**Exercise requirements:**
Could you work out the number of lines in the listing that include the word "Pietro" and reply with that figure alone?

**Exercise material:**

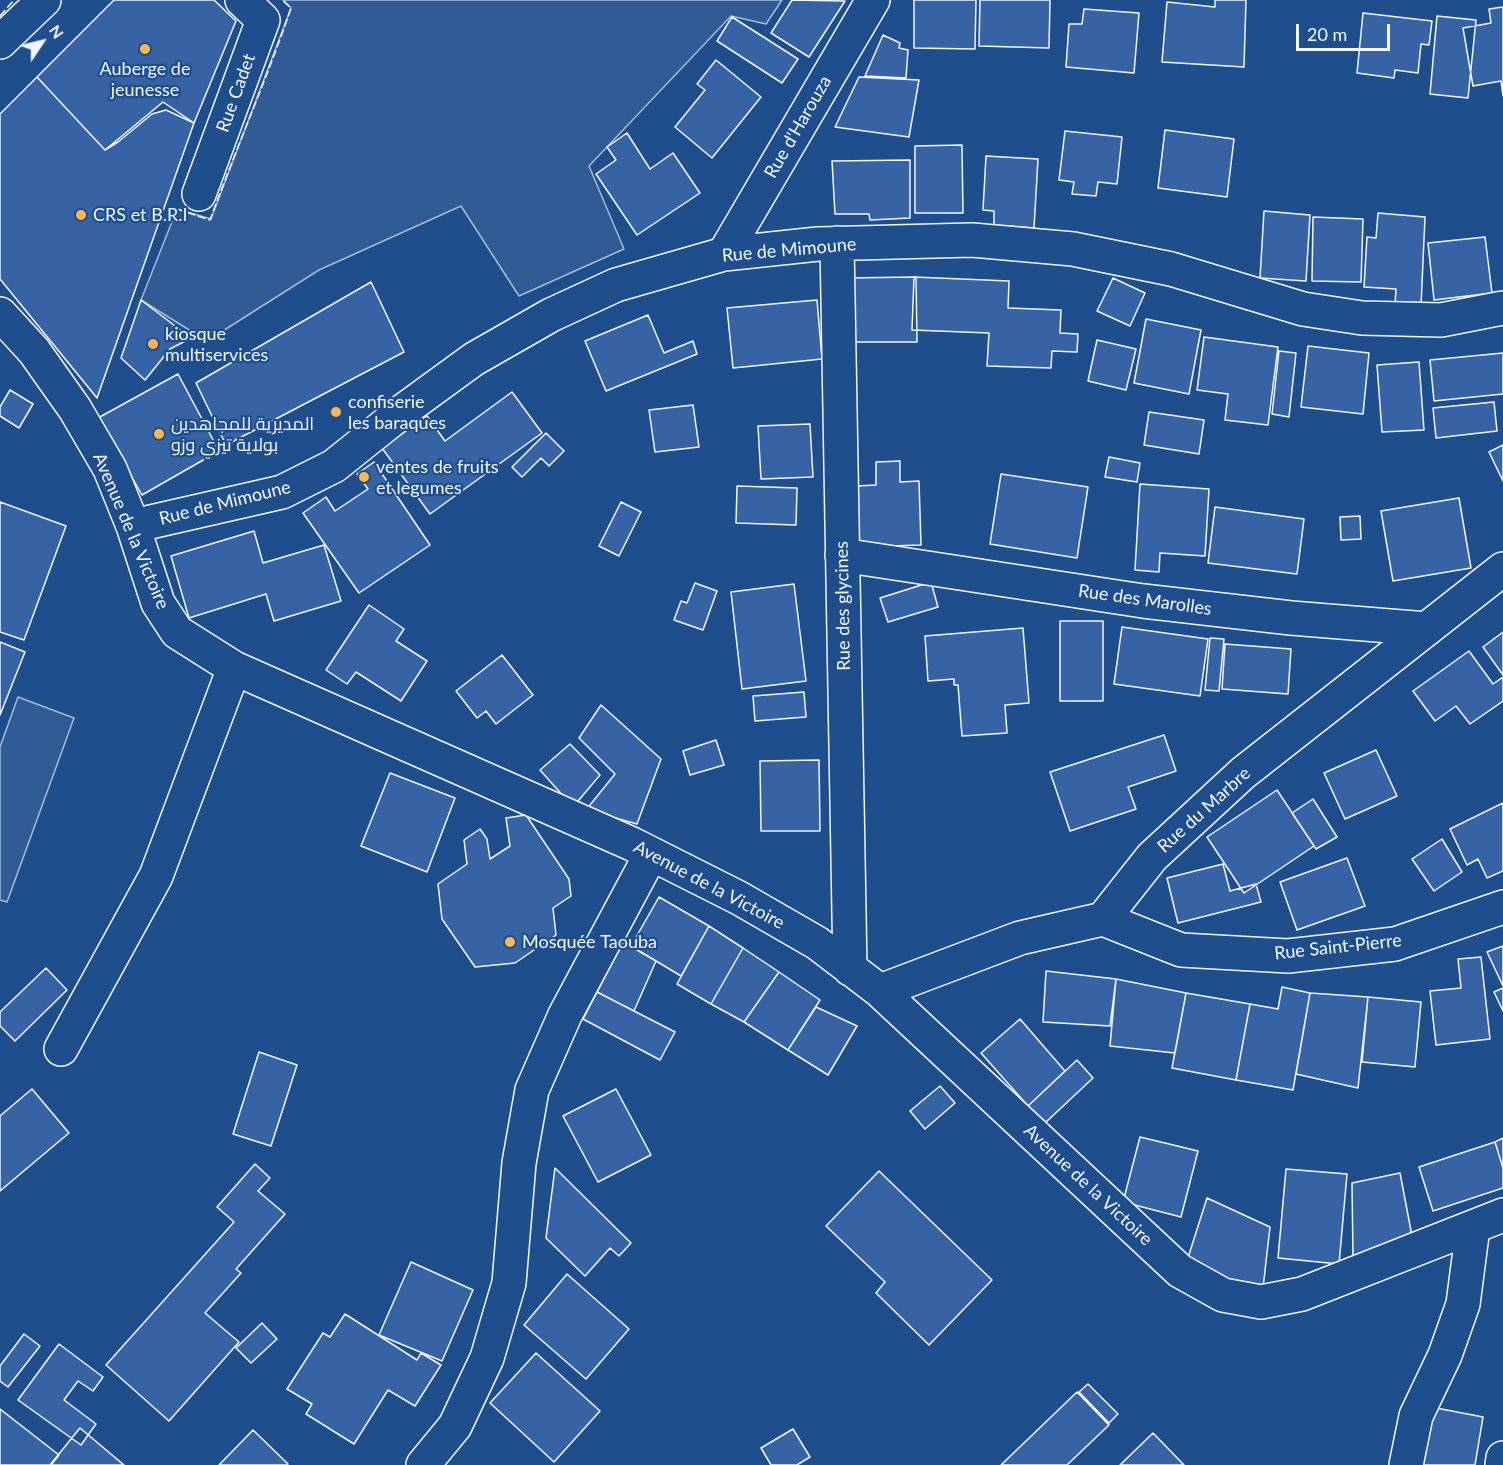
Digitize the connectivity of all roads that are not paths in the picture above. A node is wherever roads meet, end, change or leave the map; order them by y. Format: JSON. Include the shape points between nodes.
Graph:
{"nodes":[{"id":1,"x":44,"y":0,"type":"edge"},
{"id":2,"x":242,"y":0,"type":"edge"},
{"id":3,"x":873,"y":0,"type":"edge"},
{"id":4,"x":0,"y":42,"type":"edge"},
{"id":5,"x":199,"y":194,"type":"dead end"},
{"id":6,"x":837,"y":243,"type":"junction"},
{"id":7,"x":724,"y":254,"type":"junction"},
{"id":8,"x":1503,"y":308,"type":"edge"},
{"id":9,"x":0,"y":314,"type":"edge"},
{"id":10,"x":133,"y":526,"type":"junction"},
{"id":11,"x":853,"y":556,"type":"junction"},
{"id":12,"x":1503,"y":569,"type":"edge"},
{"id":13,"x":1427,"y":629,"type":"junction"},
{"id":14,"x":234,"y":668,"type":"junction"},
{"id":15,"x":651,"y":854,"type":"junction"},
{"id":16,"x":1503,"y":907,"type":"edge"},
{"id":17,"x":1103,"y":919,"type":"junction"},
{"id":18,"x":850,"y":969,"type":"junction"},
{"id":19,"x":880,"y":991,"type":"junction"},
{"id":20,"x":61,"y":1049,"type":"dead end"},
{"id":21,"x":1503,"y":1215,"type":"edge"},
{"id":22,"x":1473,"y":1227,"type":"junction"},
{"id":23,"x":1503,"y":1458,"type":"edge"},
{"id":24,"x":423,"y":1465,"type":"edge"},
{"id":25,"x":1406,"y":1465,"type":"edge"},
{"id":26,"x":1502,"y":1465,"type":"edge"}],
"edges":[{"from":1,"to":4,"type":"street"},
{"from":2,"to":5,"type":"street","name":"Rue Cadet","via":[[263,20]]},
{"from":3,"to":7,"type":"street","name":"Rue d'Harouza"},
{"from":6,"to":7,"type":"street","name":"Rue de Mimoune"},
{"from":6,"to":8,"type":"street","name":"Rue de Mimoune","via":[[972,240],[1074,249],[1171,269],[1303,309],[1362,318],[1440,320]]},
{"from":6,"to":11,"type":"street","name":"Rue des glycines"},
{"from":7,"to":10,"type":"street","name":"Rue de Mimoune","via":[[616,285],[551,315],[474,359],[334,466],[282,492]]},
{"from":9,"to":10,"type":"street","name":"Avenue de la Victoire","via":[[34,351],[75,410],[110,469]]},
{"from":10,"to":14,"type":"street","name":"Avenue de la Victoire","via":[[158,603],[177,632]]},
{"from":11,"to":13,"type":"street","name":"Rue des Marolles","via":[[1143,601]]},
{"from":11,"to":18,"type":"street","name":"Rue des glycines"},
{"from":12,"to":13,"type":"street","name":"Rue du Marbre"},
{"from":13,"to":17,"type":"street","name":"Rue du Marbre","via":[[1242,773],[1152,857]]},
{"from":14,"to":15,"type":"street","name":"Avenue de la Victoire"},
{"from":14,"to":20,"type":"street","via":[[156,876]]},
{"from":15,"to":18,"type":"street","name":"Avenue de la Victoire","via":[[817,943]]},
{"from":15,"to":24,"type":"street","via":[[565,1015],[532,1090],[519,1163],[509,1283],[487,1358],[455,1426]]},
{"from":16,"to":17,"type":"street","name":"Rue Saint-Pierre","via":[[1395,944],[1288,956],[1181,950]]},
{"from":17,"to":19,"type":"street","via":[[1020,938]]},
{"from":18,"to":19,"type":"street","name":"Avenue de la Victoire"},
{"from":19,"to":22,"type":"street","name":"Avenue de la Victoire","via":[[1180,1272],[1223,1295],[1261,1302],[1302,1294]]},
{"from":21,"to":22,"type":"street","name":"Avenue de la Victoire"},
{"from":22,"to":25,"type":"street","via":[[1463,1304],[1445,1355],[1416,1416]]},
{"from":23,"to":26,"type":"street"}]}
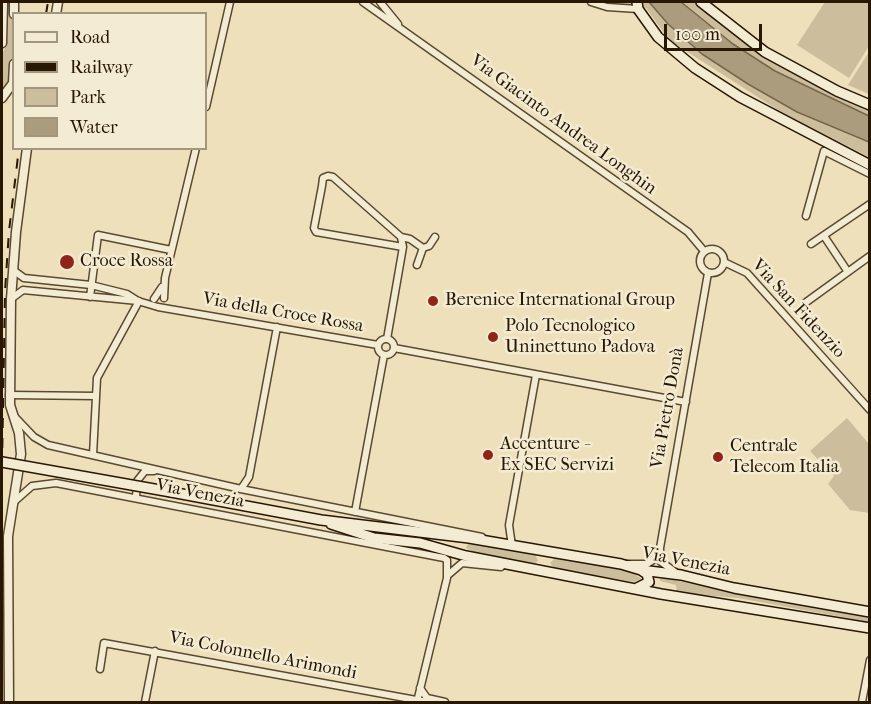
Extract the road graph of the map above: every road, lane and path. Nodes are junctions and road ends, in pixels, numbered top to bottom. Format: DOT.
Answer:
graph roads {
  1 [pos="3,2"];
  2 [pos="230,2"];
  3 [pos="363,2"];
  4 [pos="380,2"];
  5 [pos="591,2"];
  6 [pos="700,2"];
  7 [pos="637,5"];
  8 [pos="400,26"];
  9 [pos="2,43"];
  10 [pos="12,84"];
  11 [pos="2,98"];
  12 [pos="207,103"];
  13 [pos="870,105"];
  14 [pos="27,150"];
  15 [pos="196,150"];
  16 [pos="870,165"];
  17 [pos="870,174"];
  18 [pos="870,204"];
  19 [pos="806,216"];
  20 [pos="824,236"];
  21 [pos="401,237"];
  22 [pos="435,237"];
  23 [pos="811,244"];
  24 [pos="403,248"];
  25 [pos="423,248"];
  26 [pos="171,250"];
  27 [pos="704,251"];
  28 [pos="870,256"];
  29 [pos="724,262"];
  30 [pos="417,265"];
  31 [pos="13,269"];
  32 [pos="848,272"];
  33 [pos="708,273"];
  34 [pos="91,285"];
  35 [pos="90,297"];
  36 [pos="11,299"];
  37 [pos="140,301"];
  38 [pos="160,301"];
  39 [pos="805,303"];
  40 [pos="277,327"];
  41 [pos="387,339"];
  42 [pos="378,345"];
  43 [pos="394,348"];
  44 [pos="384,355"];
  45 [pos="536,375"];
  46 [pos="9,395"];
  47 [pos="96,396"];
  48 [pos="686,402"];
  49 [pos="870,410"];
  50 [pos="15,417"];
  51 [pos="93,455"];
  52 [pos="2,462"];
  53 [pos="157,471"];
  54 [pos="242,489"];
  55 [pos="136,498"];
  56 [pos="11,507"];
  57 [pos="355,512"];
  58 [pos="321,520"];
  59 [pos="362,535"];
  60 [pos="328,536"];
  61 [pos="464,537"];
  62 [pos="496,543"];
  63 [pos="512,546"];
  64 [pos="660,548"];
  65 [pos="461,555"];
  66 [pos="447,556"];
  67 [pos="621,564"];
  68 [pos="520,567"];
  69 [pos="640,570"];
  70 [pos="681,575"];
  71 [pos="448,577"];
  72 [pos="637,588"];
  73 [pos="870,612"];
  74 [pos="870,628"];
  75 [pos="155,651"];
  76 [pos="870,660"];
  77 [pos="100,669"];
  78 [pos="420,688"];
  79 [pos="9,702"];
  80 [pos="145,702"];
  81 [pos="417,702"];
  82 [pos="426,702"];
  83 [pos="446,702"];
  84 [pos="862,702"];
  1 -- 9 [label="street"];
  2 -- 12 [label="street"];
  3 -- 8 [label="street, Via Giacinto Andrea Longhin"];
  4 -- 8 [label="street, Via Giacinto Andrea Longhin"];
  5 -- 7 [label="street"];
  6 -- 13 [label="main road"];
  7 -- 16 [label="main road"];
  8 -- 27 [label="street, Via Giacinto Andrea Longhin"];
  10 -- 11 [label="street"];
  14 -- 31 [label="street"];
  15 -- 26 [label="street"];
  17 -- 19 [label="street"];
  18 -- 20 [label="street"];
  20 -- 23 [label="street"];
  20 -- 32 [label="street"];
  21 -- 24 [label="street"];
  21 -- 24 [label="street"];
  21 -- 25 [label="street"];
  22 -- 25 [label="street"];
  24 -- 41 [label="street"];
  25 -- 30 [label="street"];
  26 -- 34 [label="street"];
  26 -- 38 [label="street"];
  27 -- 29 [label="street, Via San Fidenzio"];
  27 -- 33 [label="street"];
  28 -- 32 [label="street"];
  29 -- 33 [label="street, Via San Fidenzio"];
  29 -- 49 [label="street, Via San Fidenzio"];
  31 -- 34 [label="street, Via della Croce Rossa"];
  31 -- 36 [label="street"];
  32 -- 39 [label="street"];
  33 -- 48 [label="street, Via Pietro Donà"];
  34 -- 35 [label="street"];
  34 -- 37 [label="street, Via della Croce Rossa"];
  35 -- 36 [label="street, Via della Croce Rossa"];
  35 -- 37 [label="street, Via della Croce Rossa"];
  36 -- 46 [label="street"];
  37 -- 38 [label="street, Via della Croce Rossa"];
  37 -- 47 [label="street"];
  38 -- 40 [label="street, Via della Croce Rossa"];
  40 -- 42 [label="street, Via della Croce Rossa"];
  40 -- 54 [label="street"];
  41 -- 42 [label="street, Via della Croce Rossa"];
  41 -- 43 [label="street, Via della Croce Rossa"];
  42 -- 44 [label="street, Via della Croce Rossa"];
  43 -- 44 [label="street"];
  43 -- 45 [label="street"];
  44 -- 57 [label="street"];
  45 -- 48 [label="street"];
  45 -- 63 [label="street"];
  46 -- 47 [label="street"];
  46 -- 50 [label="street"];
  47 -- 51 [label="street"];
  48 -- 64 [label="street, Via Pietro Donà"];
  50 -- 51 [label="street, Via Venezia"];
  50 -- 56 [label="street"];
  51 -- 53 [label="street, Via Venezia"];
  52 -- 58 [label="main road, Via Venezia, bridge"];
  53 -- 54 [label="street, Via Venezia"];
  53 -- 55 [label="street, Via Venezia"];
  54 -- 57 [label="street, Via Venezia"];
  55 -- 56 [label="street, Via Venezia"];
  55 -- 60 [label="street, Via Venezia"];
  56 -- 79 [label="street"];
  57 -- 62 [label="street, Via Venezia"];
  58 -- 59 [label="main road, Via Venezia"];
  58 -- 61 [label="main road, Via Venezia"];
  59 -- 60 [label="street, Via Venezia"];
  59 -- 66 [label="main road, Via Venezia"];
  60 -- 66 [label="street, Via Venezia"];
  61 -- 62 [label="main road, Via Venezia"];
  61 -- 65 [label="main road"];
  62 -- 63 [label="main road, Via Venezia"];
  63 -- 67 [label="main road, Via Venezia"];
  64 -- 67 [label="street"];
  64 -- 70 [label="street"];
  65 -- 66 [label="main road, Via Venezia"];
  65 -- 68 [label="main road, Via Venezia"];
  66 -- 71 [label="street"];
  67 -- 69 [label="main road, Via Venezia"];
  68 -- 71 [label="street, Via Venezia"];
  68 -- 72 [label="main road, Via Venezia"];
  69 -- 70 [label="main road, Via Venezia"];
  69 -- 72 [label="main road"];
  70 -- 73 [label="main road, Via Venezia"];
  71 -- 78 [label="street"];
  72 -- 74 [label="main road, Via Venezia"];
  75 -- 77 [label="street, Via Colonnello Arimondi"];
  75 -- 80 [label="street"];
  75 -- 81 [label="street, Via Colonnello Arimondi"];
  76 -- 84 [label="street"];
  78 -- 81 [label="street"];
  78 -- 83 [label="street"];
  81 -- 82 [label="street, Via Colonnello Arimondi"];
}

**Response below:**
2